▸ **Exercise goal**
Please return each of the entries exactly, minus their pictures.

▸ **Data to process**
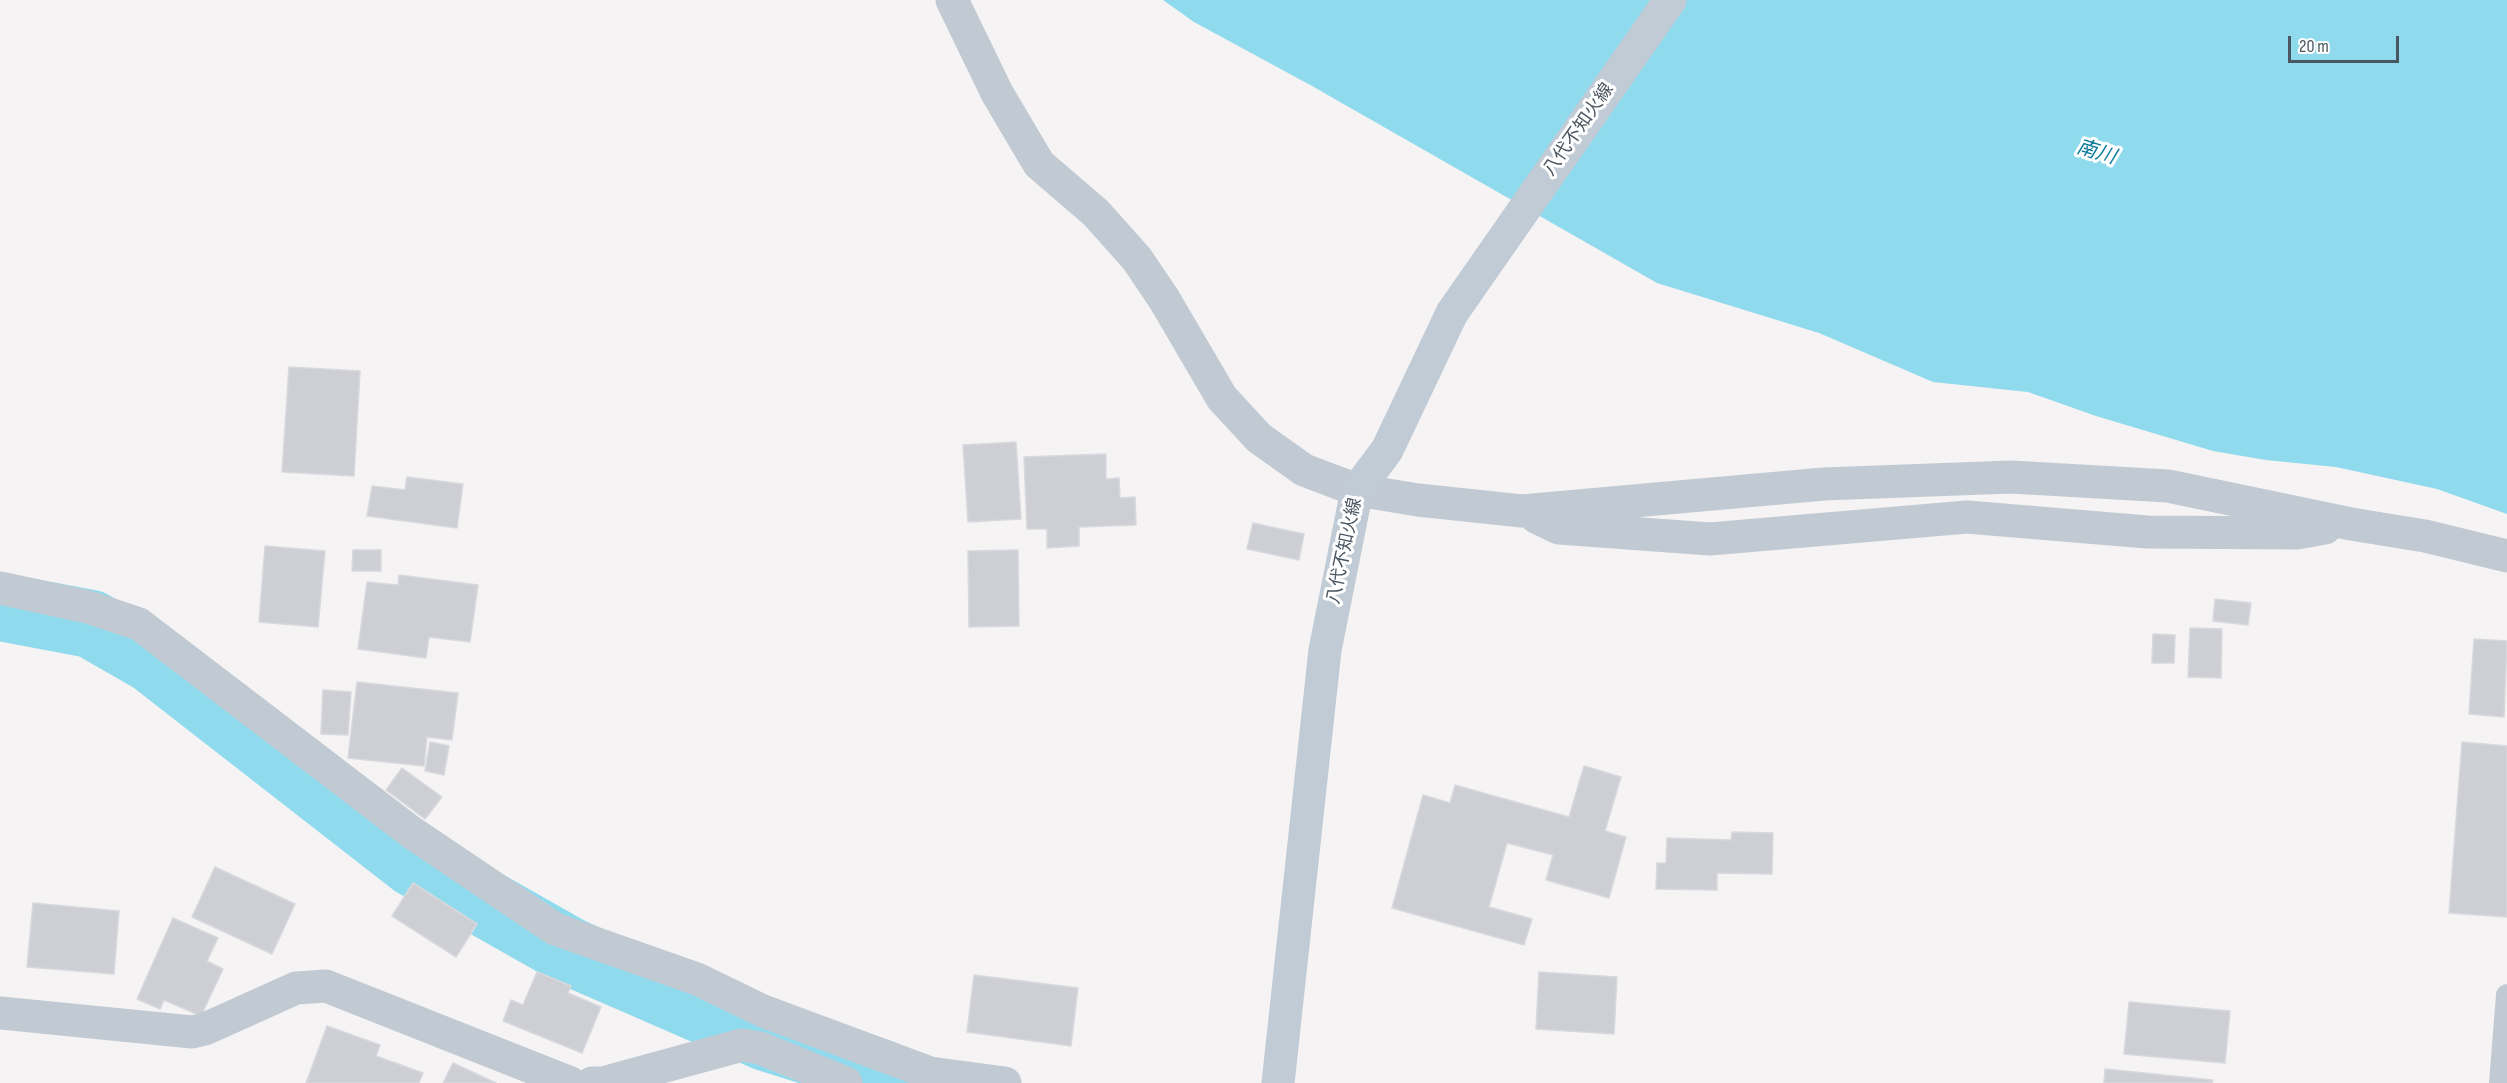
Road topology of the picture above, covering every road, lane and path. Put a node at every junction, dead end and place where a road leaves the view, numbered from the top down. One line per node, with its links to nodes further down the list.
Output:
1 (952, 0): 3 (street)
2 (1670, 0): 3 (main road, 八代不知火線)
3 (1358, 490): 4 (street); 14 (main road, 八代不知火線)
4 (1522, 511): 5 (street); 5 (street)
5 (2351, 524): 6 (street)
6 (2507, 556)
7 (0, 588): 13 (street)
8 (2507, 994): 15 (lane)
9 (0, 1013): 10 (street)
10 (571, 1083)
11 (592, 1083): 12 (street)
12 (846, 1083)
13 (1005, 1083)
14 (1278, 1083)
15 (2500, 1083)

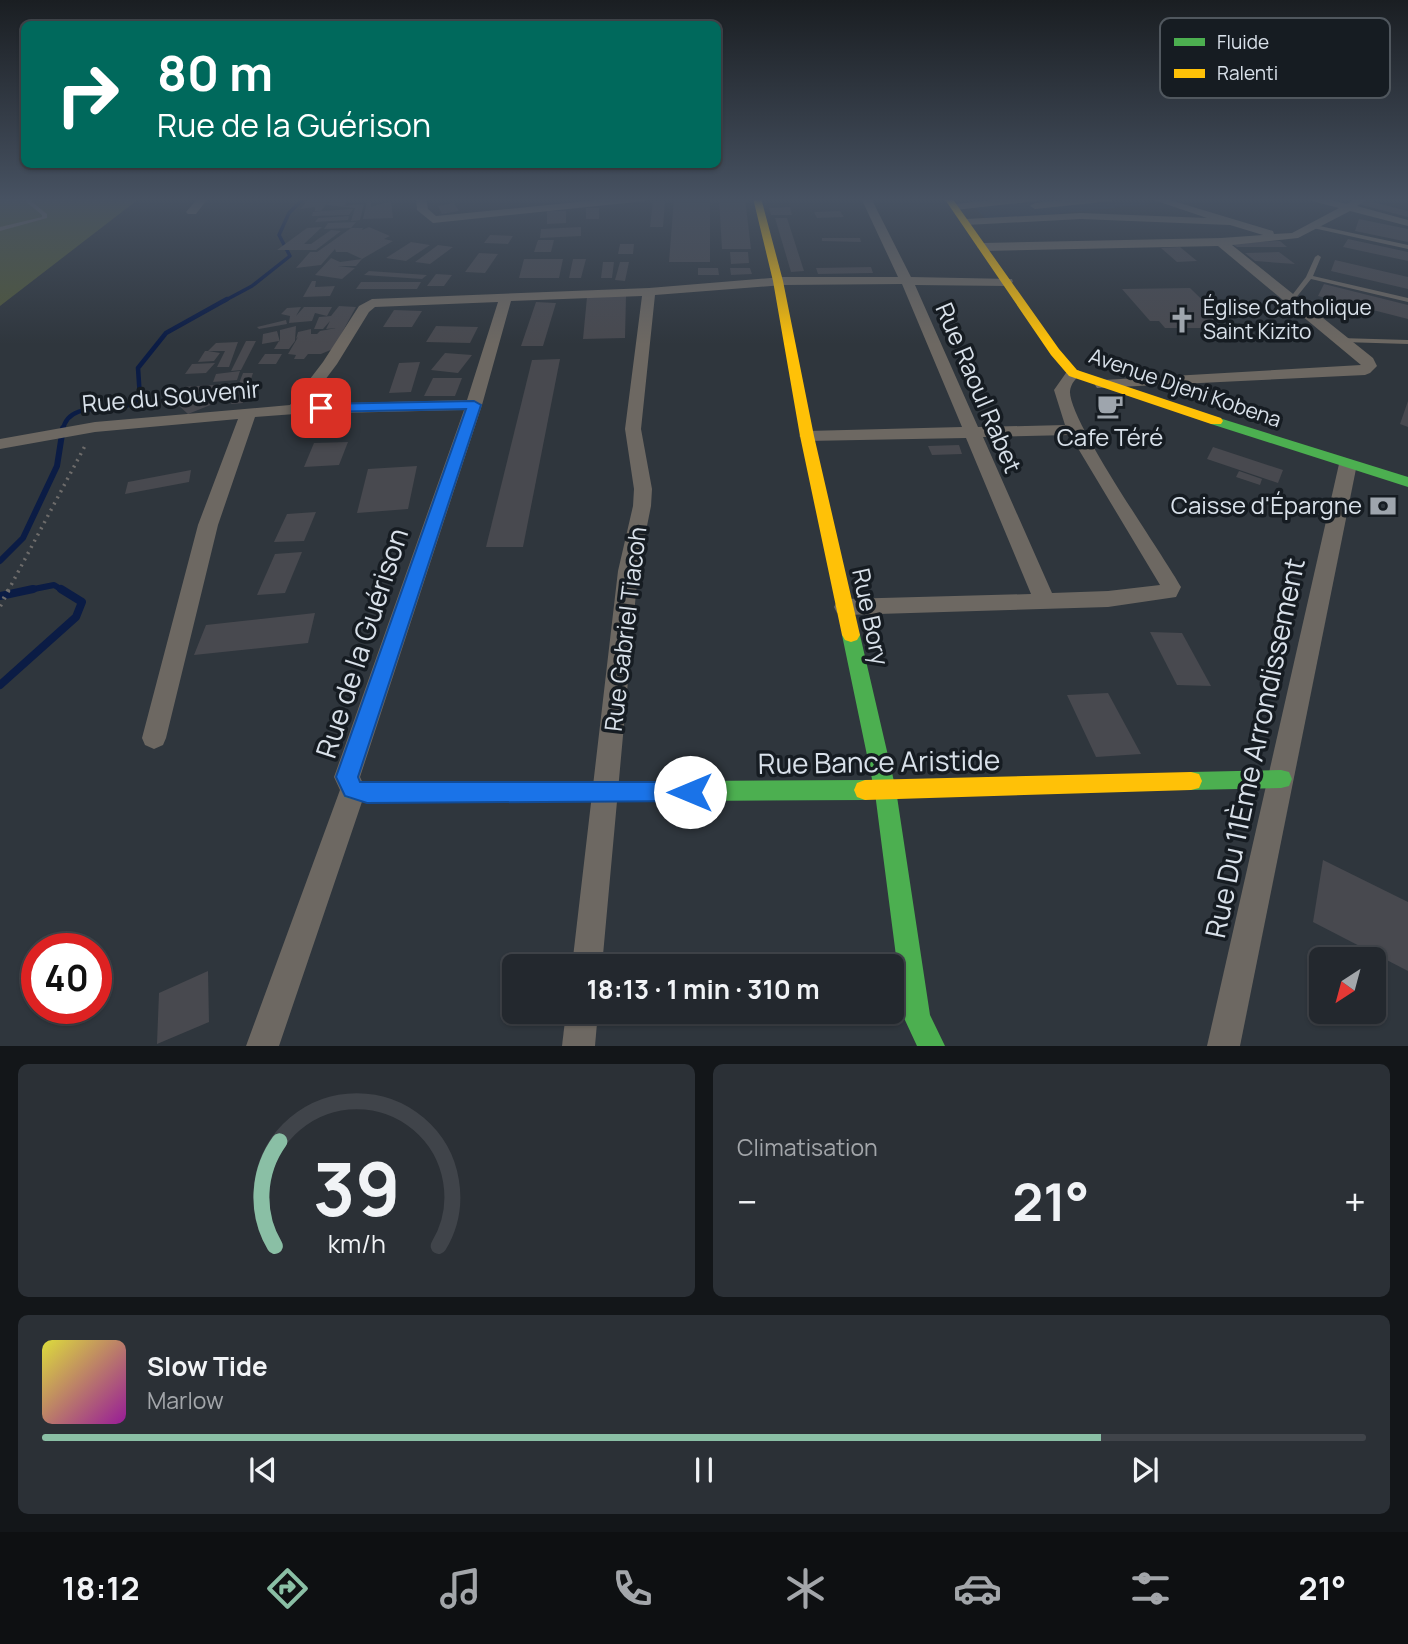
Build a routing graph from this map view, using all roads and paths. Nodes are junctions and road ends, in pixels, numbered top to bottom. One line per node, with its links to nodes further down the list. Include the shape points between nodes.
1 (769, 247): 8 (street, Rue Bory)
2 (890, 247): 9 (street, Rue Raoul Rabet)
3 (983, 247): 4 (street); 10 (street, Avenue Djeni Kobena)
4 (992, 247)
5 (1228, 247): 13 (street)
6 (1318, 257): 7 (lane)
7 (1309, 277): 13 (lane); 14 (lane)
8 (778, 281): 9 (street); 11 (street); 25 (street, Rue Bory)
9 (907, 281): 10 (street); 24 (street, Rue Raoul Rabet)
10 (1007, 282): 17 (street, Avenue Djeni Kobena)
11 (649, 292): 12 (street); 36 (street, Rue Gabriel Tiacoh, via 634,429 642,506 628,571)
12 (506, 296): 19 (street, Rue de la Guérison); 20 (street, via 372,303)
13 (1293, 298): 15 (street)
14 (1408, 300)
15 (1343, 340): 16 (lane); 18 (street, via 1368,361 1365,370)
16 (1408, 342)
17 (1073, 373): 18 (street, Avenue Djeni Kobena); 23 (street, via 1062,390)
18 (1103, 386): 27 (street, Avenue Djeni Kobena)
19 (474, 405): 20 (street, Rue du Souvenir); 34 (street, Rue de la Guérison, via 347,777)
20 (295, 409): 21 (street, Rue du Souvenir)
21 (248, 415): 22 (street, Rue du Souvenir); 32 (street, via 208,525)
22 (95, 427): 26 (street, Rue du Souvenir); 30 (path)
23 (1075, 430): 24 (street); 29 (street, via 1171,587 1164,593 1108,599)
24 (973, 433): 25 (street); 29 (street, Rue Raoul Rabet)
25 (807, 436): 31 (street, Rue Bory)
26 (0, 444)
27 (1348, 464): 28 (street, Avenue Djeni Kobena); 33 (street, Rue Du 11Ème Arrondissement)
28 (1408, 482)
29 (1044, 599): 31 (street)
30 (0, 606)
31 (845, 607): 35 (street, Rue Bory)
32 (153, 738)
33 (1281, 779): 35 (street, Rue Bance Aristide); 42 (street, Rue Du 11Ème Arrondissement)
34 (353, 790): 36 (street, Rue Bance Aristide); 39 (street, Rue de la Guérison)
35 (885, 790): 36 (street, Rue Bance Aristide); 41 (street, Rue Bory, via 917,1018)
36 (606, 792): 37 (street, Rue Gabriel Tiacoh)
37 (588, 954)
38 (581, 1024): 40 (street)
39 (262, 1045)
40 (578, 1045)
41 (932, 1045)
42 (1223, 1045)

▸ **Output for this task**
Road topology of the picture above, covering every road, lane and path. Put a node at every junction, dead end and place where a road leaves the view, numbered from the top down. One line per node, with its links to nodes further down the list.
Output:
1 (952, 0): 3 (street)
2 (1670, 0): 3 (main road, 八代不知火線)
3 (1358, 490): 4 (street); 14 (main road, 八代不知火線)
4 (1522, 511): 5 (street); 5 (street)
5 (2351, 524): 6 (street)
6 (2507, 556)
7 (0, 588): 13 (street)
8 (2507, 994): 15 (lane)
9 (0, 1013): 10 (street)
10 (571, 1083)
11 (592, 1083): 12 (street)
12 (846, 1083)
13 (1005, 1083)
14 (1278, 1083)
15 (2500, 1083)

Build a routing graph from this map view, using all roads and paths. Nodes are junctions and road ends, in pixels, numbered top to bottom. One line per node, with its links to nodes further down the list. Include the shape points between nodes.
1 (769, 247): 8 (street, Rue Bory)
2 (890, 247): 9 (street, Rue Raoul Rabet)
3 (983, 247): 4 (street); 10 (street, Avenue Djeni Kobena)
4 (992, 247)
5 (1228, 247): 13 (street)
6 (1318, 257): 7 (lane)
7 (1309, 277): 13 (lane); 14 (lane)
8 (778, 281): 9 (street); 11 (street); 25 (street, Rue Bory)
9 (907, 281): 10 (street); 24 (street, Rue Raoul Rabet)
10 (1007, 282): 17 (street, Avenue Djeni Kobena)
11 (649, 292): 12 (street); 36 (street, Rue Gabriel Tiacoh, via 634,429 642,506 628,571)
12 (506, 296): 19 (street, Rue de la Guérison); 20 (street, via 372,303)
13 (1293, 298): 15 (street)
14 (1408, 300)
15 (1343, 340): 16 (lane); 18 (street, via 1368,361 1365,370)
16 (1408, 342)
17 (1073, 373): 18 (street, Avenue Djeni Kobena); 23 (street, via 1062,390)
18 (1103, 386): 27 (street, Avenue Djeni Kobena)
19 (474, 405): 20 (street, Rue du Souvenir); 34 (street, Rue de la Guérison, via 347,777)
20 (295, 409): 21 (street, Rue du Souvenir)
21 (248, 415): 22 (street, Rue du Souvenir); 32 (street, via 208,525)
22 (95, 427): 26 (street, Rue du Souvenir); 30 (path)
23 (1075, 430): 24 (street); 29 (street, via 1171,587 1164,593 1108,599)
24 (973, 433): 25 (street); 29 (street, Rue Raoul Rabet)
25 (807, 436): 31 (street, Rue Bory)
26 (0, 444)
27 (1348, 464): 28 (street, Avenue Djeni Kobena); 33 (street, Rue Du 11Ème Arrondissement)
28 (1408, 482)
29 (1044, 599): 31 (street)
30 (0, 606)
31 (845, 607): 35 (street, Rue Bory)
32 (153, 738)
33 (1281, 779): 35 (street, Rue Bance Aristide); 42 (street, Rue Du 11Ème Arrondissement)
34 (353, 790): 36 (street, Rue Bance Aristide); 39 (street, Rue de la Guérison)
35 (885, 790): 36 (street, Rue Bance Aristide); 41 (street, Rue Bory, via 917,1018)
36 (606, 792): 37 (street, Rue Gabriel Tiacoh)
37 (588, 954)
38 (581, 1024): 40 (street)
39 (262, 1045)
40 (578, 1045)
41 (932, 1045)
42 (1223, 1045)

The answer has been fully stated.